When we asked how he felt about this, he said it would be fine with him. He would be ok with marrying the girl, and then he would head back to Kathmandu (10 hours away) to lead westerners (and western women) on tours... and perhaps she could stay and take care of his parents. “Kind of like a maid?” I said. “Kind of.” He said, bobbling his head back and forth flirtatiously.

 

This was one if the many times I both thanked my lucky stars that I was born into the situation I was, especially as a woman, but also that I had to take a step back and realize how incredibly different western culture is from many other cultures. As we head into India – the next leg of the journey, I brace myself… and wait for the revelations to come.

 

Everyday I am amazed, humbled, questioned, and devastated.

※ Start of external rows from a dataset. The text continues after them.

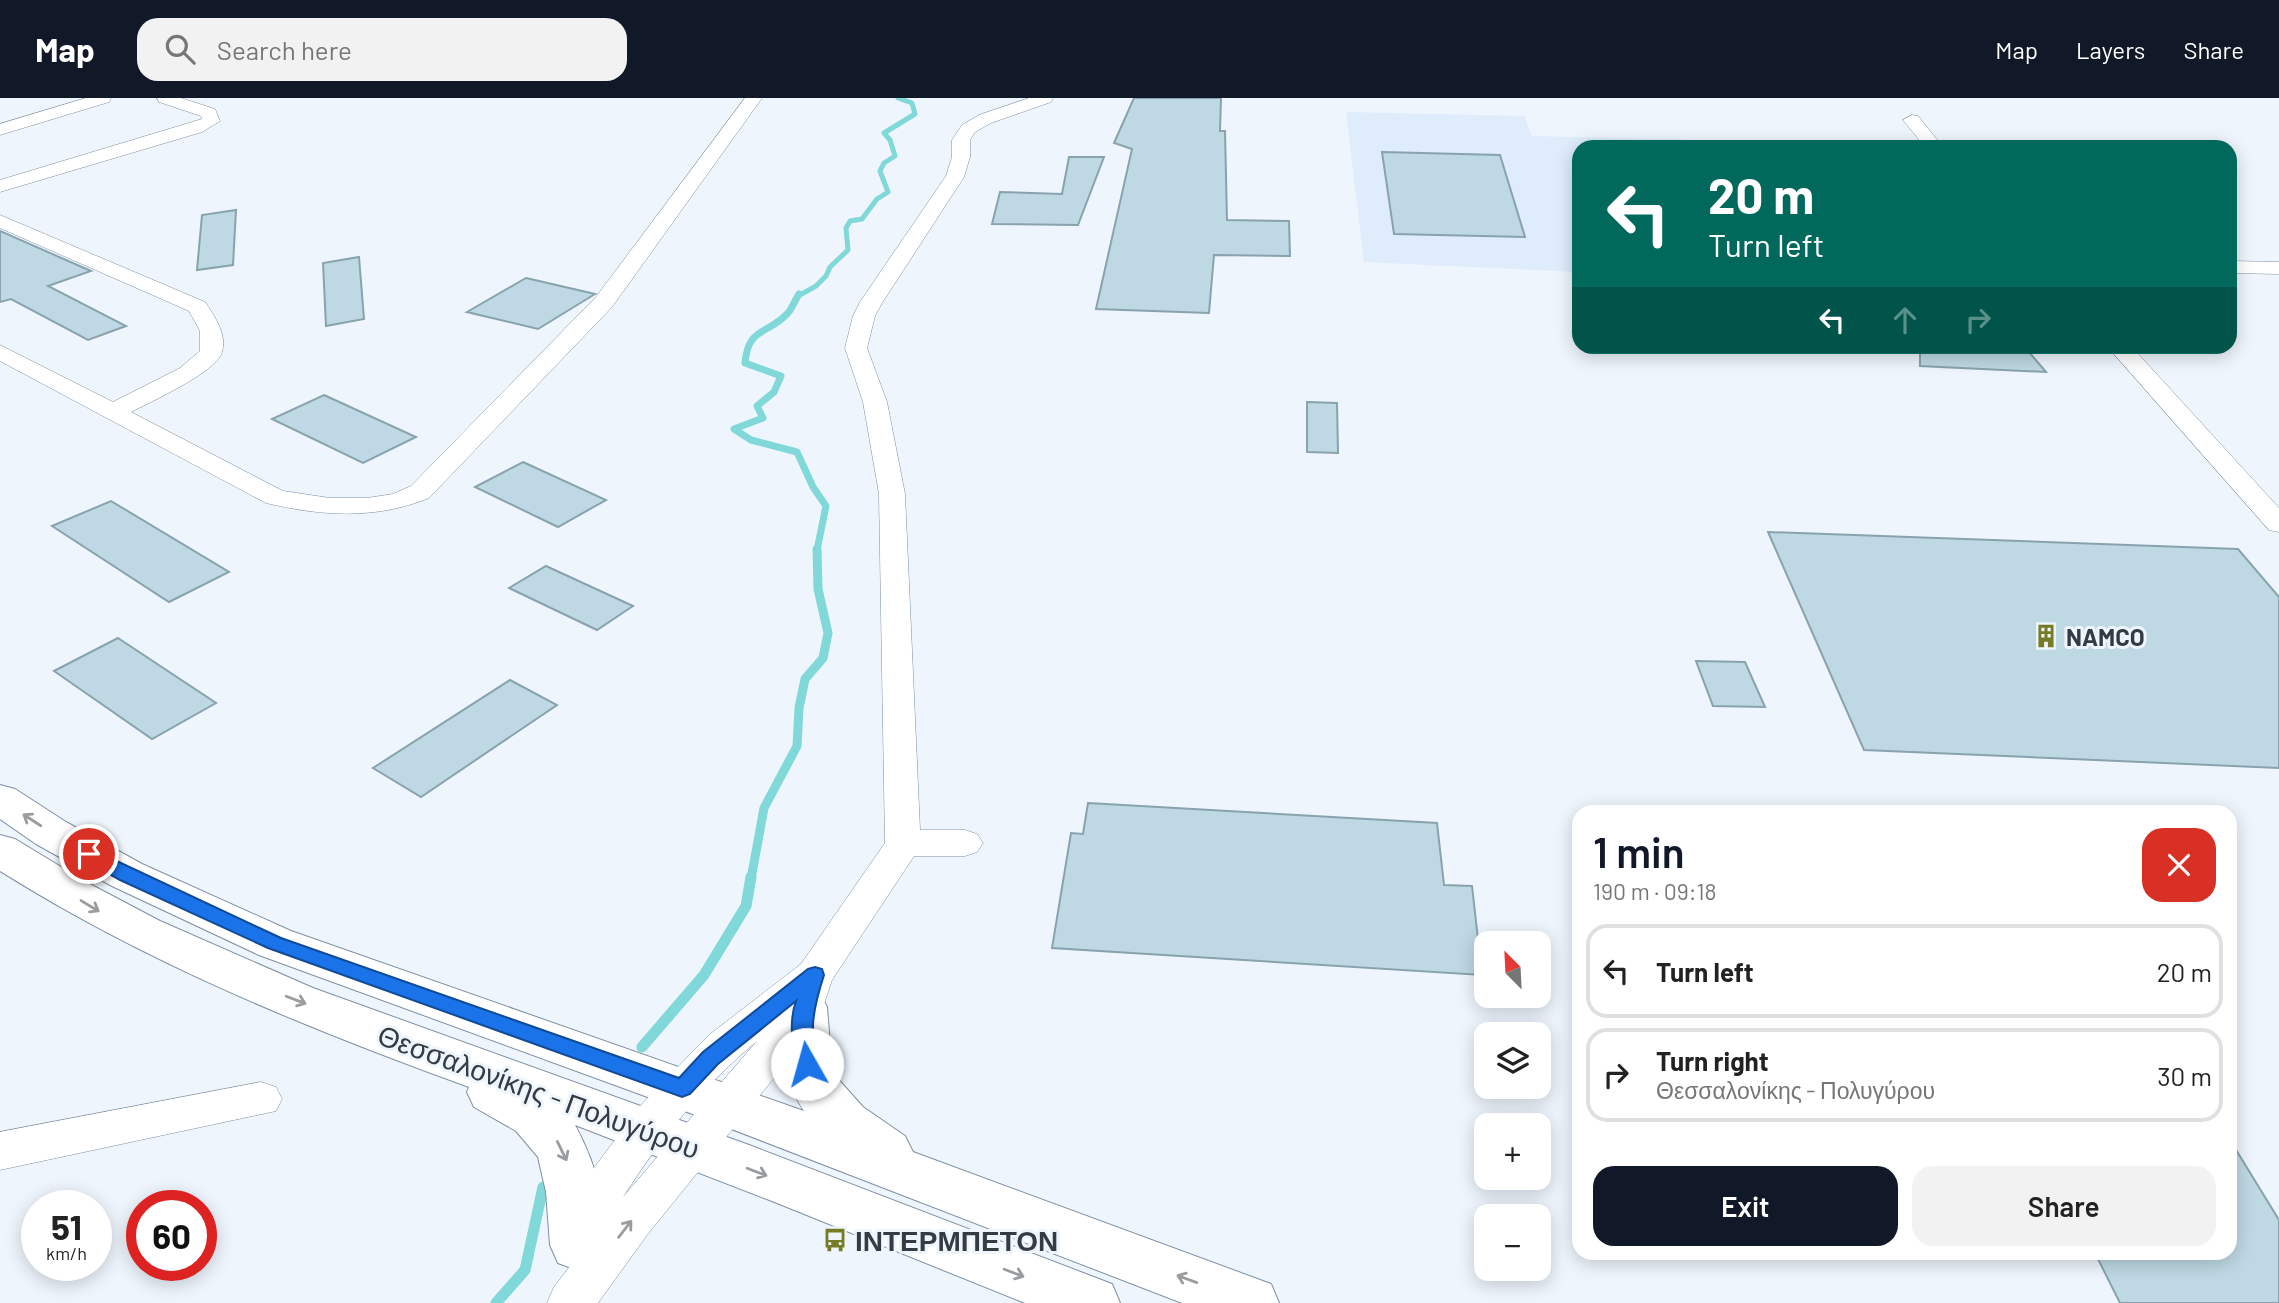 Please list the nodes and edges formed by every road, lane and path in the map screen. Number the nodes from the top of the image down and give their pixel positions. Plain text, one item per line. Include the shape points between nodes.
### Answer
1 (103, 98) edge
2 (165, 98) edge
3 (754, 98) edge
4 (1045, 98) edge
5 (1912, 120) dead end
6 (0, 130) edge
7 (1928, 140) edge
8 (0, 186) edge
9 (0, 221) edge
10 (2237, 267) edge
11 (2279, 268) edge
12 (0, 352) edge
13 (2126, 354) edge
14 (114, 411) junction
15 (2279, 524) edge
16 (0, 799) edge
17 (903, 843) junction
18 (965, 843) dead end
19 (0, 850) edge
20 (809, 991) junction
21 (408, 1043) junction
22 (705, 1097) junction
23 (261, 1099) dead end
24 (671, 1138) junction
25 (0, 1151) edge
26 (955, 1193) junction
27 (577, 1245) junction
28 (562, 1303) edge
29 (570, 1303) edge
30 (1092, 1303) edge
31 (1251, 1303) edge

1 - 6 street
2 - 8 street via 209,113 211,121
3 - 14 street via 604,302 420,492 398,503 312,505 275,497
4 - 17 street via 968,129 961,140 956,177 871,302 856,348 874,402 892,494
5 - 7 street
9 - 14 street via 197,307 211,331 211,353 188,373
10 - 11 street
12 - 14 street
13 - 15 street
22 -> 16 main road, Θεσσαλονίκης - Πολυγύρου via 275,943 127,875
17 - 18 street
17 - 20 street
19 -> 21 main road, Θεσσαλονίκης - Πολυγύρου via 100,912 167,944 284,996
20 - 22 street via 789,1031
20 - 26 main road via 803,1048 811,1079 826,1104 852,1130
21 - 24 main road, Θεσσαλονίκης - Πολυγύρου
21 -> 27 main road via 535,1117 555,1139 569,1167
22 - 24 street
22 - 26 main road, Θεσσαλονίκης - Πολυγύρου
23 - 25 street
24 - 27 street via 617,1169
29 -> 24 street
24 -> 30 main road, Θεσσαλονίκης - Πολυγύρου
31 -> 26 main road, Θεσσαλονίκης - Πολυγύρου
27 - 28 street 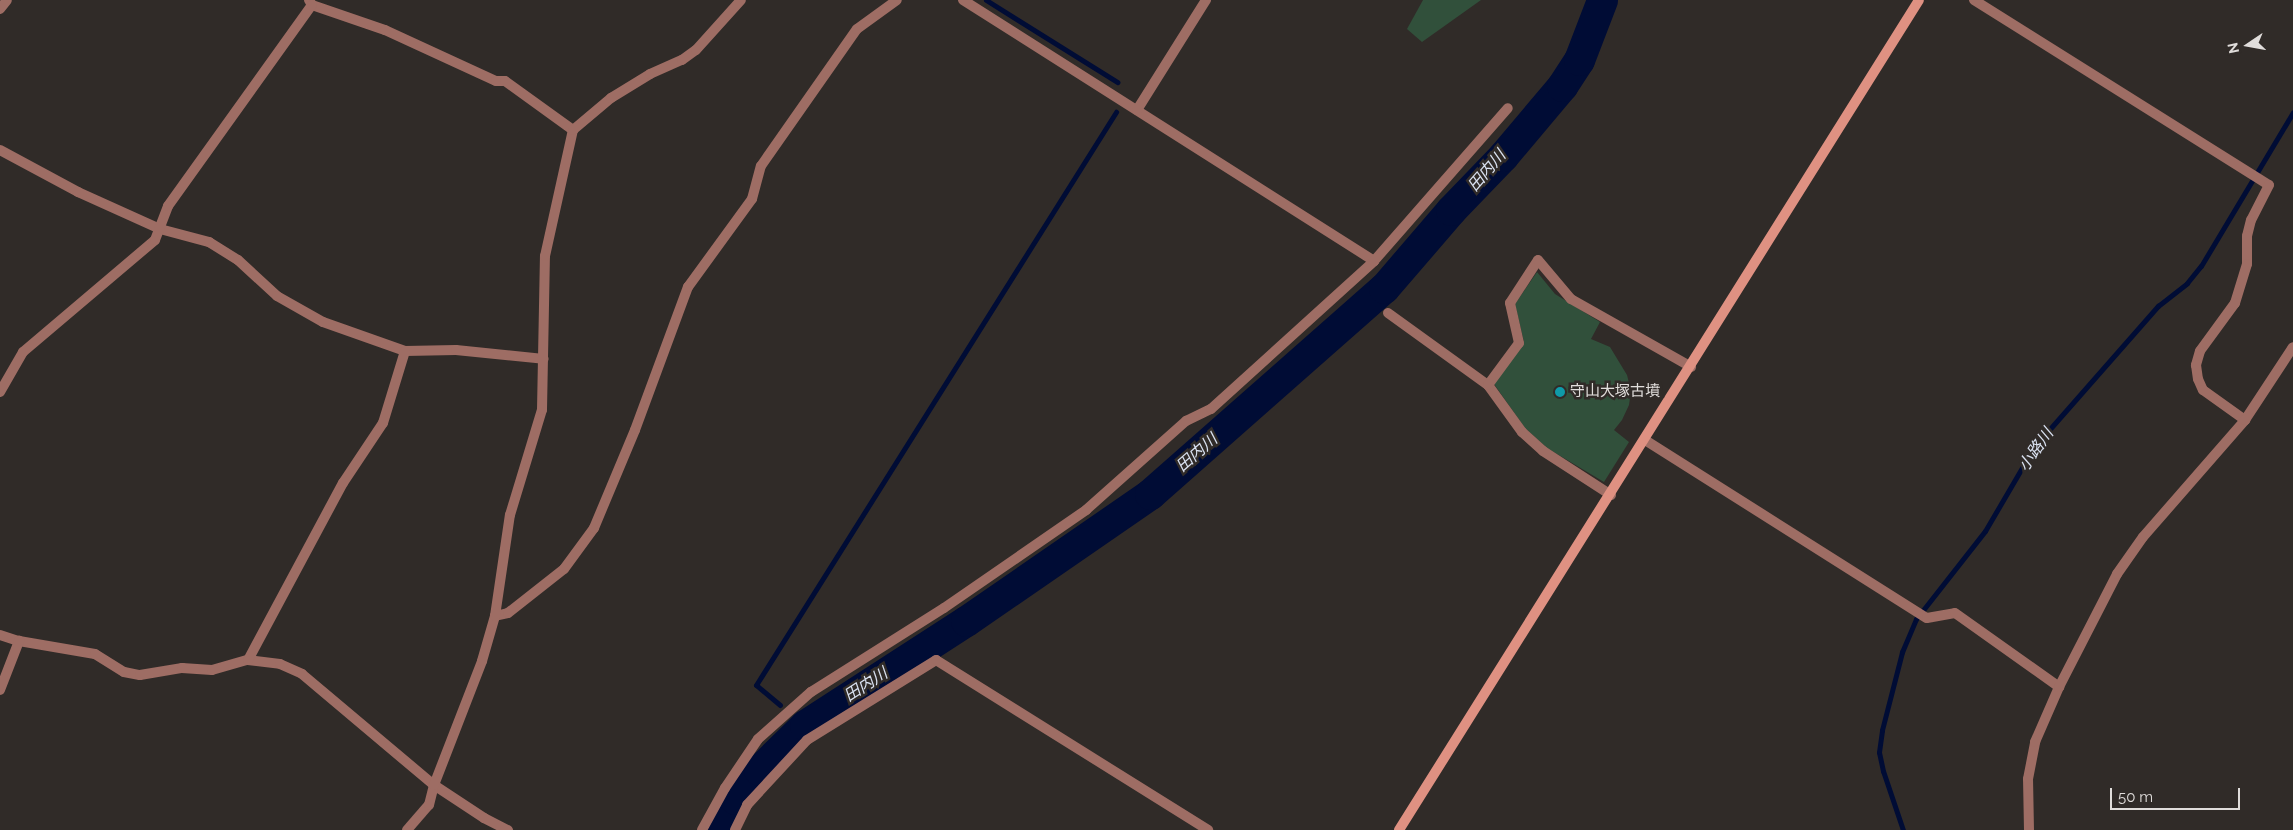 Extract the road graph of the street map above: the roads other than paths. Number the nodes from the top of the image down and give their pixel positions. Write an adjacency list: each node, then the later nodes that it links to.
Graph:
1 (7, 0): 9 (street)
2 (741, 0): 12 (street)
3 (897, 0): 26 (street)
4 (963, 0): 11 (street)
5 (1206, 0): 11 (street)
6 (1919, 0): 20 (street)
7 (1974, 0): 23 (street)
8 (310, 2): 12 (street); 14 (street)
9 (0, 9)
10 (1508, 108): 15 (street)
11 (1137, 110): 15 (street)
12 (573, 130): 19 (street)
13 (0, 150): 14 (street)
14 (160, 229): 18 (street); 22 (street)
15 (1374, 261): 35 (street)
16 (1388, 313): 21 (street)
17 (2293, 347): 23 (street)
18 (405, 351): 19 (street); 29 (street)
19 (544, 359): 26 (street)
20 (1691, 367): 21 (street); 24 (street)
21 (1488, 385): 25 (street)
22 (0, 392)
23 (2245, 420): 30 (street)
24 (1645, 440): 25 (street); 30 (street)
25 (1611, 495): 38 (street)
26 (495, 616): 32 (street)
27 (0, 635): 28 (street)
28 (19, 641): 29 (street); 31 (street)
29 (248, 660): 32 (street)
30 (2059, 687): 39 (street)
31 (0, 690)
32 (434, 786): 33 (street); 34 (street)
33 (407, 830)
34 (508, 830)
35 (702, 830)
36 (734, 830): 37 (street)
37 (1208, 830)
38 (1399, 830)
39 (2029, 830)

And yet, the cycle, although sometimes unpleasant, is unilaterally inspiring. 


5 comments:

Unknown said...

A wonderful account and amazing photos as ever Jennie!! Both the pictures here and those I have seen of Emily's really makes me want to visit Nepal. Good luck for India!!! :0) xxx

Bob said...

Jennie

Once again thanks for the opportunity to ride along. I am inspired and awed.

Enjoy!!!

Bob

James Melone said...

You are truly a beautiful and amazing person! Know that you are loved by many and keep "paying it forward."

Barack said...

Jennie,

Barack here, I know we have never met before (that I remember) but your insights into the ways of the peoples of the world are amazing. Could I call you some time for advice?

Thanks,

BO

ps- Just call the White House and cluck like to chicken, they will put you right through.

Anna Baranova said...

Nepal/India really stir up everything inside don't they? Stomach...heart...soul.